How does new your new space in Comporta lend itself to oils?
Jason Martin: I feel like I can’t make any errors here because I’m in this neutral space, surrounded by nature. And with oils, you need to be able to step back from the works, see them from above, and have light coming in from skylights. The ceiling height of the Melides nightclub is too low for oil painting, but it has a warren of spaces that I’ve converted into metal workshops and spray rooms.

A decked area at Martin’s home. Photography: Rodrigo Cardoso

Why Portugal?
The landscape is extraordinary and verdant, even in the dry months. You’ve got four different shades of evergreen – olive, pine, eucalyptus and cork – all year round. And when the rain comes in autumn, you get this huge flood of colour coming through, like a second spring.

Of course price is a factor too. The nightclub is about the size of Marks & Spencers and it’s costing me the same as studio space in London in 1993, when I left Goldsmiths.
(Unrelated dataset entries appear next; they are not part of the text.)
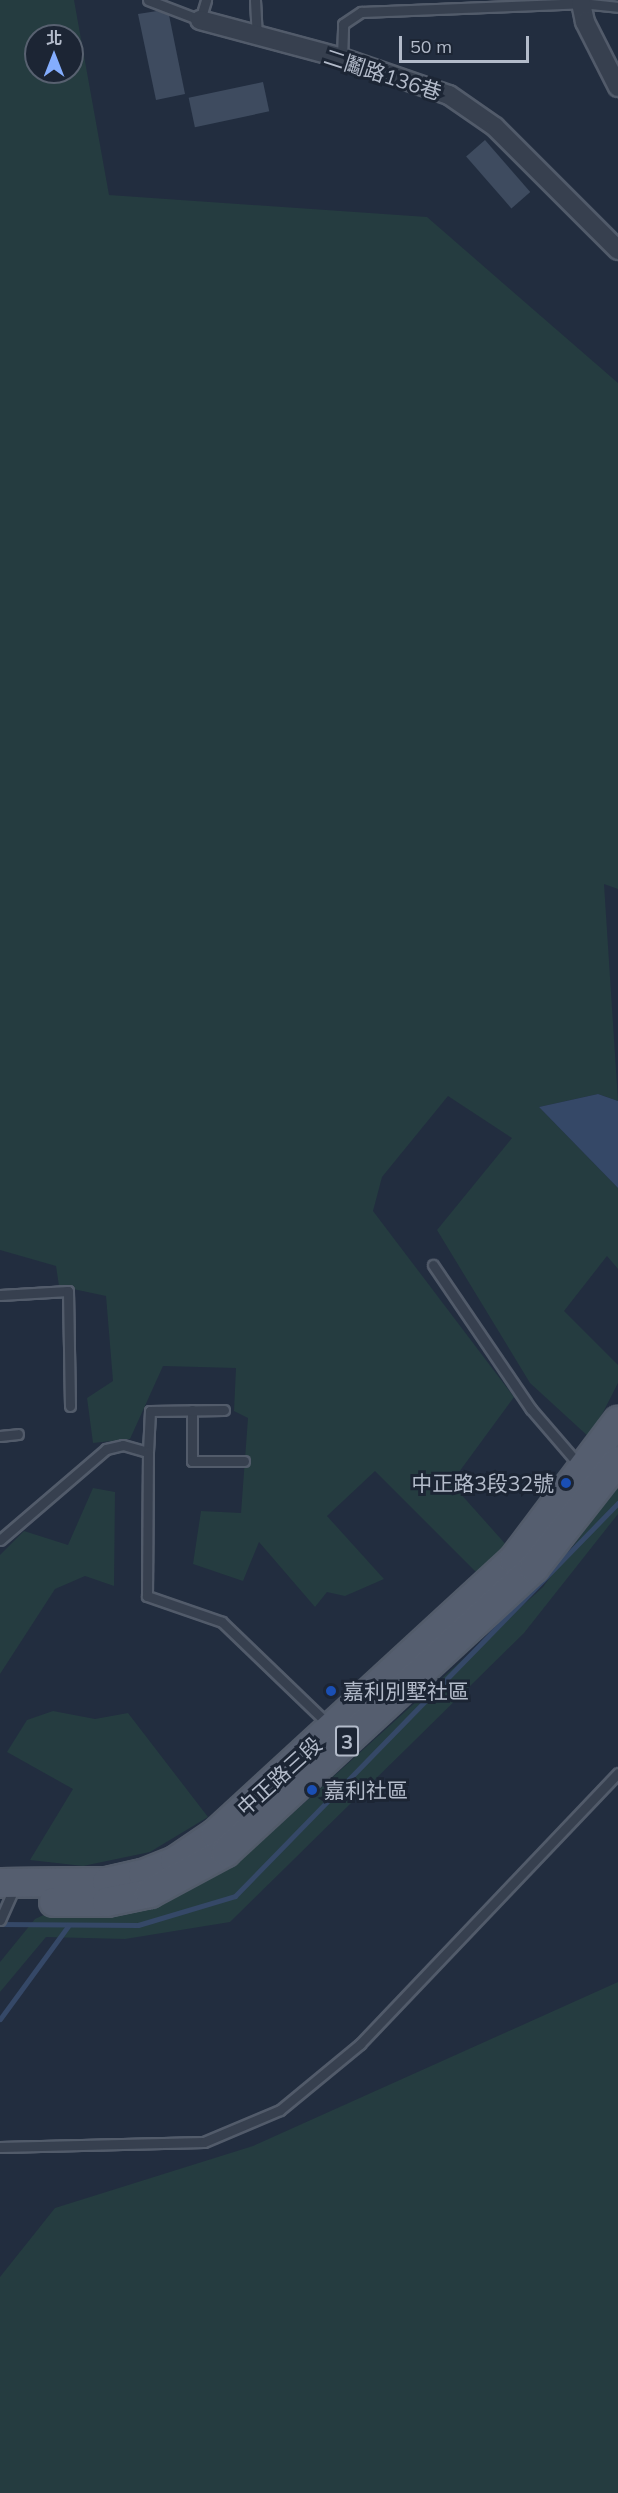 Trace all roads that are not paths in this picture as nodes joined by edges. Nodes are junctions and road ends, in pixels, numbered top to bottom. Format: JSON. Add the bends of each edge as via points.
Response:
{"nodes":[{"id":1,"x":148,"y":0,"type":"edge"},
{"id":2,"x":206,"y":0,"type":"edge"},
{"id":3,"x":255,"y":0,"type":"edge"},
{"id":4,"x":581,"y":3,"type":"junction"},
{"id":5,"x":618,"y":7,"type":"edge"},
{"id":6,"x":200,"y":20,"type":"junction"},
{"id":7,"x":257,"y":39,"type":"junction"},
{"id":8,"x":342,"y":58,"type":"junction"},
{"id":9,"x":618,"y":87,"type":"edge"},
{"id":10,"x":618,"y":250,"type":"edge"},
{"id":11,"x":433,"y":1265,"type":"dead end"},
{"id":12,"x":0,"y":1295,"type":"edge"},
{"id":13,"x":70,"y":1406,"type":"dead end"},
{"id":14,"x":192,"y":1410,"type":"junction"},
{"id":15,"x":224,"y":1410,"type":"dead end"},
{"id":16,"x":618,"y":1421,"type":"edge"},
{"id":17,"x":18,"y":1434,"type":"dead end"},
{"id":18,"x":0,"y":1436,"type":"edge"},
{"id":19,"x":148,"y":1452,"type":"junction"},
{"id":20,"x":244,"y":1461,"type":"dead end"},
{"id":21,"x":618,"y":1461,"type":"edge"},
{"id":22,"x":584,"y":1470,"type":"junction"},
{"id":23,"x":0,"y":1540,"type":"edge"},
{"id":24,"x":331,"y":1728,"type":"junction"},
{"id":25,"x":618,"y":1773,"type":"edge"},
{"id":26,"x":6,"y":1898,"type":"edge"},
{"id":27,"x":0,"y":2147,"type":"edge"}],
"edges":[{"from":1,"to":6,"type":"lane"},
{"from":2,"to":6,"type":"lane"},
{"from":3,"to":7,"type":"lane"},
{"from":4,"to":5,"type":"lane"},
{"from":4,"to":8,"type":"lane","via":[[361,12],[343,24]]},
{"from":4,"to":9,"type":"street","via":[[588,30]]},
{"from":6,"to":7,"type":"street","name":"二鬮路136巷"},
{"from":7,"to":8,"type":"street","name":"二鬮路136巷"},
{"from":8,"to":10,"type":"street","name":"二鬮路136巷","via":[[449,95],[486,120]]},
{"from":11,"to":22,"type":"lane","via":[[531,1409]]},
{"from":12,"to":13,"type":"lane","via":[[68,1291]]},
{"from":14,"to":15,"type":"lane"},
{"from":14,"to":19,"type":"lane","via":[[150,1411]]},
{"from":14,"to":20,"type":"lane","via":[[192,1461]]},
{"from":16,"to":22,"type":"main road","name":"中正路三段","number":"3"},
{"from":17,"to":18,"type":"lane"},
{"from":19,"to":23,"type":"lane","via":[[123,1445],[106,1449]]},
{"from":19,"to":24,"type":"lane","via":[[147,1596],[222,1622]]},
{"from":21,"to":26,"type":"main road","name":"中正路三段","number":"3","via":[[534,1568],[226,1852],[150,1893],[107,1902]]},
{"from":22,"to":24,"type":"main road","name":"中正路三段","number":"3","via":[[514,1559]]},
{"from":24,"to":26,"type":"main road","name":"中正路三段","number":"3","via":[[215,1834],[175,1862],[107,1881]]},
{"from":25,"to":27,"type":"lane","via":[[360,2043],[280,2110],[204,2142]]}]}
The ribbed surfaces of your works suggest waves, ridges, valleys and outcrops. Do you take literal reference from the Portuguese landscape or is this outcome accidental?
I’ve always viewed myself as a landscape painter dressed up as an abstractionist. I respond to nature and makes studies on the sly which I’ve never shown. And when you look at my works, you gaze into this imaginary space beyond and project associations from your own mental landscape on it. To me figuration and abstraction are beautifully intertwined.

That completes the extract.